Exercise: Character for character, give back every line below.

[Stored items]
>>>>>

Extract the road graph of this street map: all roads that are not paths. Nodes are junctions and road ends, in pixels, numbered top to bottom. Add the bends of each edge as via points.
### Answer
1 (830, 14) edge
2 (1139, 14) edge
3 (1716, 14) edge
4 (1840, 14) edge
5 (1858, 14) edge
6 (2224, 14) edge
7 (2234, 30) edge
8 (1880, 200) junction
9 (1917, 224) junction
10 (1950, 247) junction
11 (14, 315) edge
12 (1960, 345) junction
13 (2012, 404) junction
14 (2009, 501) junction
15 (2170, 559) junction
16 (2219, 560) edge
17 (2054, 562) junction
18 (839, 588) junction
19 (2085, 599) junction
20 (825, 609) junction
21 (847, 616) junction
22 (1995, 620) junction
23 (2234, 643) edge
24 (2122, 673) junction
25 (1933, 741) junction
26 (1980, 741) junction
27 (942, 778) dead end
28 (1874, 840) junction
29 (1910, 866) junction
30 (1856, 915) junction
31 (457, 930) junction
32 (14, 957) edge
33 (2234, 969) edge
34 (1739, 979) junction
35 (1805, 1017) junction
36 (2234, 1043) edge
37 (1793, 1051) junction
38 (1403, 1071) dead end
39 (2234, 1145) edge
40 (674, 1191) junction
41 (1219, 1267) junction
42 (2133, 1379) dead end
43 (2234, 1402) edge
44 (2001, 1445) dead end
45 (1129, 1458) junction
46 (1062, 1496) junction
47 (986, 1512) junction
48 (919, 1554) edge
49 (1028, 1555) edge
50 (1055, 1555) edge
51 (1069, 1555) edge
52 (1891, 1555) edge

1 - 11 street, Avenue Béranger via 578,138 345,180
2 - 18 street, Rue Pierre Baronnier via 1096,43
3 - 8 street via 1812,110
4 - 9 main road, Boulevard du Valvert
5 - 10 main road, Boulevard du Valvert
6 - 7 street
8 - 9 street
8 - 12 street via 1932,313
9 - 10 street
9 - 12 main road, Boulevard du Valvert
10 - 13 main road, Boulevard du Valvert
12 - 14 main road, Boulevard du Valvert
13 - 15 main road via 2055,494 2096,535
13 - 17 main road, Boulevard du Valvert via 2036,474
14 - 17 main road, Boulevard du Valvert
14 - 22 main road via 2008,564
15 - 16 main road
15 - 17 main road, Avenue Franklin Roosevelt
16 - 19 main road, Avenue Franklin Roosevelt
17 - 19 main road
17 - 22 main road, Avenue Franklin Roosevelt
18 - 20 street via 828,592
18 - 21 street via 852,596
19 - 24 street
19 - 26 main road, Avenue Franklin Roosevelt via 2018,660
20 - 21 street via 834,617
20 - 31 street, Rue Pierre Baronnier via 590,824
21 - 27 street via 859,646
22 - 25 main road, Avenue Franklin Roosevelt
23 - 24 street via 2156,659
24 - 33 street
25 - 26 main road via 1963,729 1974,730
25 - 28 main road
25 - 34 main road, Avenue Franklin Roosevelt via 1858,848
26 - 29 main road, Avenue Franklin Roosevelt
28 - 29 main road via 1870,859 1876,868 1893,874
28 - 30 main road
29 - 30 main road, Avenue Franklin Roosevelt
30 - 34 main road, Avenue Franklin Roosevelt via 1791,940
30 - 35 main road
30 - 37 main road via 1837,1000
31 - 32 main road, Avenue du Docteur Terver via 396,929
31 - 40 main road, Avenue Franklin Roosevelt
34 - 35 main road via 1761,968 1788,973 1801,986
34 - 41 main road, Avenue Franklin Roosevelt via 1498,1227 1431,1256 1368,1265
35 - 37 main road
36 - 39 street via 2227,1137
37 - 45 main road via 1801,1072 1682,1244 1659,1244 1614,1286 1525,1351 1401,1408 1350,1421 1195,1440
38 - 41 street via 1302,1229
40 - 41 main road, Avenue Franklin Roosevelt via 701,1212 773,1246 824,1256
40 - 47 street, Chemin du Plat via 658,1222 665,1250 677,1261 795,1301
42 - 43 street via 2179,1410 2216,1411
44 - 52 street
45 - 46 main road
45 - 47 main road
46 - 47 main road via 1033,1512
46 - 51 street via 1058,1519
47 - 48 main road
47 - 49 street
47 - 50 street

<<<<<

Solution:
Extract the road graph of this street map: all roads that are not paths. Nodes are junctions and road ends, in pixels, numbered top to bottom. Add the bends of each edge as via points.
### Answer
1 (830, 14) edge
2 (1139, 14) edge
3 (1716, 14) edge
4 (1840, 14) edge
5 (1858, 14) edge
6 (2224, 14) edge
7 (2234, 30) edge
8 (1880, 200) junction
9 (1917, 224) junction
10 (1950, 247) junction
11 (14, 315) edge
12 (1960, 345) junction
13 (2012, 404) junction
14 (2009, 501) junction
15 (2170, 559) junction
16 (2219, 560) edge
17 (2054, 562) junction
18 (839, 588) junction
19 (2085, 599) junction
20 (825, 609) junction
21 (847, 616) junction
22 (1995, 620) junction
23 (2234, 643) edge
24 (2122, 673) junction
25 (1933, 741) junction
26 (1980, 741) junction
27 (942, 778) dead end
28 (1874, 840) junction
29 (1910, 866) junction
30 (1856, 915) junction
31 (457, 930) junction
32 (14, 957) edge
33 (2234, 969) edge
34 (1739, 979) junction
35 (1805, 1017) junction
36 (2234, 1043) edge
37 (1793, 1051) junction
38 (1403, 1071) dead end
39 (2234, 1145) edge
40 (674, 1191) junction
41 (1219, 1267) junction
42 (2133, 1379) dead end
43 (2234, 1402) edge
44 (2001, 1445) dead end
45 (1129, 1458) junction
46 (1062, 1496) junction
47 (986, 1512) junction
48 (919, 1554) edge
49 (1028, 1555) edge
50 (1055, 1555) edge
51 (1069, 1555) edge
52 (1891, 1555) edge

1 - 11 street, Avenue Béranger via 578,138 345,180
2 - 18 street, Rue Pierre Baronnier via 1096,43
3 - 8 street via 1812,110
4 - 9 main road, Boulevard du Valvert
5 - 10 main road, Boulevard du Valvert
6 - 7 street
8 - 9 street
8 - 12 street via 1932,313
9 - 10 street
9 - 12 main road, Boulevard du Valvert
10 - 13 main road, Boulevard du Valvert
12 - 14 main road, Boulevard du Valvert
13 - 15 main road via 2055,494 2096,535
13 - 17 main road, Boulevard du Valvert via 2036,474
14 - 17 main road, Boulevard du Valvert
14 - 22 main road via 2008,564
15 - 16 main road
15 - 17 main road, Avenue Franklin Roosevelt
16 - 19 main road, Avenue Franklin Roosevelt
17 - 19 main road
17 - 22 main road, Avenue Franklin Roosevelt
18 - 20 street via 828,592
18 - 21 street via 852,596
19 - 24 street
19 - 26 main road, Avenue Franklin Roosevelt via 2018,660
20 - 21 street via 834,617
20 - 31 street, Rue Pierre Baronnier via 590,824
21 - 27 street via 859,646
22 - 25 main road, Avenue Franklin Roosevelt
23 - 24 street via 2156,659
24 - 33 street
25 - 26 main road via 1963,729 1974,730
25 - 28 main road
25 - 34 main road, Avenue Franklin Roosevelt via 1858,848
26 - 29 main road, Avenue Franklin Roosevelt
28 - 29 main road via 1870,859 1876,868 1893,874
28 - 30 main road
29 - 30 main road, Avenue Franklin Roosevelt
30 - 34 main road, Avenue Franklin Roosevelt via 1791,940
30 - 35 main road
30 - 37 main road via 1837,1000
31 - 32 main road, Avenue du Docteur Terver via 396,929
31 - 40 main road, Avenue Franklin Roosevelt
34 - 35 main road via 1761,968 1788,973 1801,986
34 - 41 main road, Avenue Franklin Roosevelt via 1498,1227 1431,1256 1368,1265
35 - 37 main road
36 - 39 street via 2227,1137
37 - 45 main road via 1801,1072 1682,1244 1659,1244 1614,1286 1525,1351 1401,1408 1350,1421 1195,1440
38 - 41 street via 1302,1229
40 - 41 main road, Avenue Franklin Roosevelt via 701,1212 773,1246 824,1256
40 - 47 street, Chemin du Plat via 658,1222 665,1250 677,1261 795,1301
42 - 43 street via 2179,1410 2216,1411
44 - 52 street
45 - 46 main road
45 - 47 main road
46 - 47 main road via 1033,1512
46 - 51 street via 1058,1519
47 - 48 main road
47 - 49 street
47 - 50 street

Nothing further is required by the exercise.